▸ **About this exercise**
Type the data below again exactly. Omit all pictures.

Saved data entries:
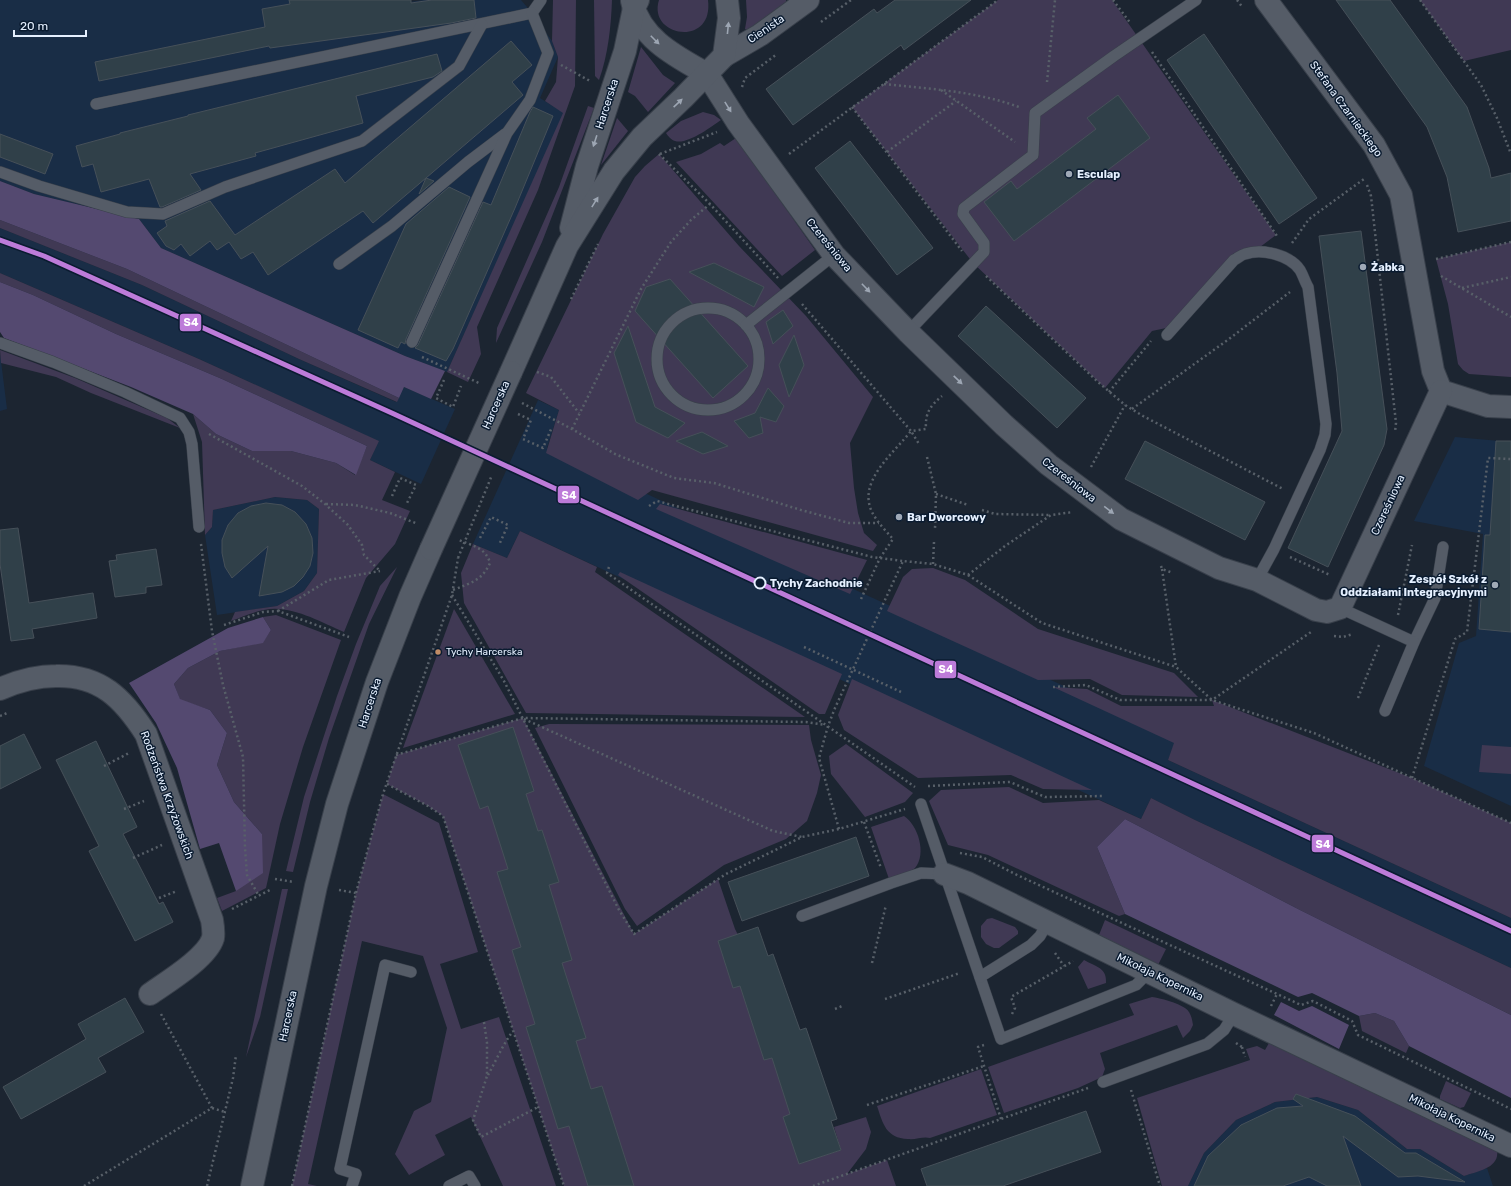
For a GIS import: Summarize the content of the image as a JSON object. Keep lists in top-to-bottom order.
{
  "streets": {
    "street": [
      "Cienista",
      "Harcerska",
      "Stefana Czarnieckiego",
      "Czereśniowa",
      "Rodzeństwa Krzyżowskich",
      "Mikołaja Kopernika"
    ]
  },
  "crossings": [
    ["Cienista", "Harcerska"],
    ["Cienista", "Czereśniowa"],
    ["Harcerska", "Czereśniowa"],
    ["Stefana Czarnieckiego", "Czereśniowa"]
  ],
  "one_way": ["Czereśniowa"],
  "places": [
    "Esculap",
    "Żabka",
    "Bar Dworcowy",
    "Tychy Zachodnie",
    "Zespół Szkół z Oddziałami Integracyjnymi",
    "Tychy Harcerska"
  ],
  "lines": ["transit line S4"],
  "scale_bar": "20 m"
}
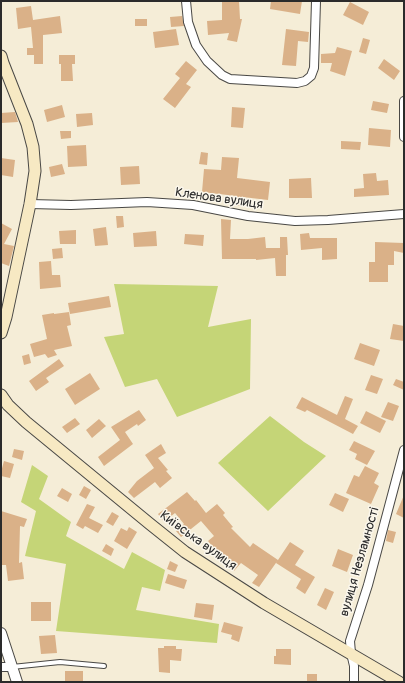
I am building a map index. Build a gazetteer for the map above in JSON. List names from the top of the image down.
{
  "streets": {
    "main road": ["Київська вулиця"],
    "street": ["Кленова вулиця", "вулиця Незламності"]
  },
  "crossings": [
    ["Київська вулиця", "вулиця Незламності"]
  ]
}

▸ **Output for this exercise**
For a GIS import: Summarize the content of the image as a JSON object. Keep lists in top-to-bottom order.
{
  "streets": {
    "street": [
      "Cienista",
      "Harcerska",
      "Stefana Czarnieckiego",
      "Czereśniowa",
      "Rodzeństwa Krzyżowskich",
      "Mikołaja Kopernika"
    ]
  },
  "crossings": [
    ["Cienista", "Harcerska"],
    ["Cienista", "Czereśniowa"],
    ["Harcerska", "Czereśniowa"],
    ["Stefana Czarnieckiego", "Czereśniowa"]
  ],
  "one_way": ["Czereśniowa"],
  "places": [
    "Esculap",
    "Żabka",
    "Bar Dworcowy",
    "Tychy Zachodnie",
    "Zespół Szkół z Oddziałami Integracyjnymi",
    "Tychy Harcerska"
  ],
  "lines": ["transit line S4"],
  "scale_bar": "20 m"
}
I am building a map index. Build a gazetteer for the map above in JSON. List names from the top of the image down.
{
  "streets": {
    "main road": ["Київська вулиця"],
    "street": ["Кленова вулиця", "вулиця Незламності"]
  },
  "crossings": [
    ["Київська вулиця", "вулиця Незламності"]
  ]
}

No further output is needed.